**AVAILABLE DATA:**
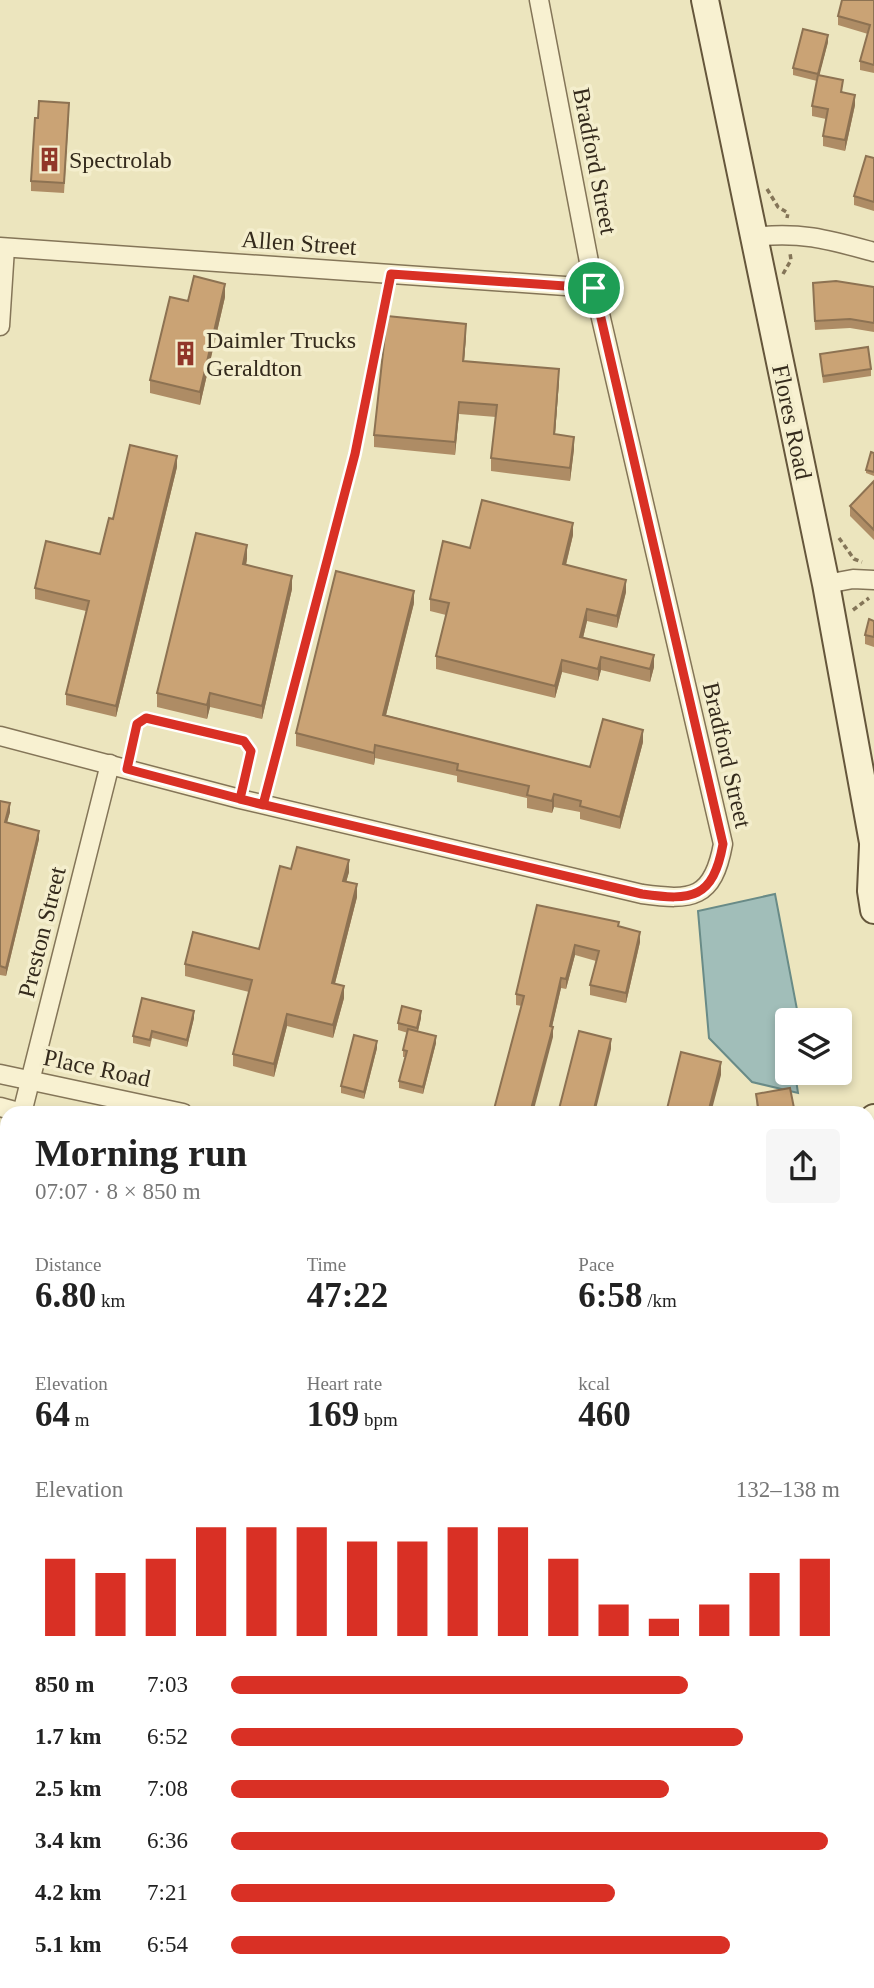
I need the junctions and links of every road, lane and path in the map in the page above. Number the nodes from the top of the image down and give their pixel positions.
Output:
1 (539, 0) edge
2 (705, 0) edge
3 (754, 237) junction
4 (2, 247) edge
5 (874, 252) edge
6 (391, 274) junction
7 (594, 288) junction
8 (0, 326) edge
9 (874, 580) edge
10 (826, 584) junction
11 (0, 736) edge
12 (118, 766) junction
13 (240, 799) junction
14 (263, 805) junction
15 (874, 847) edge
16 (874, 910) edge
17 (0, 1074) edge
18 (30, 1082) junction
19 (24, 1106) edge
20 (148, 1106) edge

1 - 7 street, Bradford Street
2 - 3 main road, Flores Road
3 - 5 street
3 - 10 main road, Flores Road
4 - 6 street, Allen Street
4 - 8 street
6 - 7 street, Allen Street
6 - 14 lane
7 - 14 street, Bradford Street
9 - 10 street
10 - 15 main road, Flores Road
11 - 12 street, Bradford Street
12 - 13 street, Bradford Street
12 - 13 lane
12 - 18 street, Preston Street
13 - 14 street, Bradford Street
15 - 16 main road, Flores Road
17 - 18 street, Place Road
18 - 19 street, Preston Street
18 - 20 street, Place Road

**TASK STATEMENT:** Once the pictures are removed, print all the remaining data exactly as it stands.

**RESULT:**
I need the junctions and links of every road, lane and path in the map in the page above. Number the nodes from the top of the image down and give their pixel positions.
Output:
1 (539, 0) edge
2 (705, 0) edge
3 (754, 237) junction
4 (2, 247) edge
5 (874, 252) edge
6 (391, 274) junction
7 (594, 288) junction
8 (0, 326) edge
9 (874, 580) edge
10 (826, 584) junction
11 (0, 736) edge
12 (118, 766) junction
13 (240, 799) junction
14 (263, 805) junction
15 (874, 847) edge
16 (874, 910) edge
17 (0, 1074) edge
18 (30, 1082) junction
19 (24, 1106) edge
20 (148, 1106) edge

1 - 7 street, Bradford Street
2 - 3 main road, Flores Road
3 - 5 street
3 - 10 main road, Flores Road
4 - 6 street, Allen Street
4 - 8 street
6 - 7 street, Allen Street
6 - 14 lane
7 - 14 street, Bradford Street
9 - 10 street
10 - 15 main road, Flores Road
11 - 12 street, Bradford Street
12 - 13 street, Bradford Street
12 - 13 lane
12 - 18 street, Preston Street
13 - 14 street, Bradford Street
15 - 16 main road, Flores Road
17 - 18 street, Place Road
18 - 19 street, Preston Street
18 - 20 street, Place Road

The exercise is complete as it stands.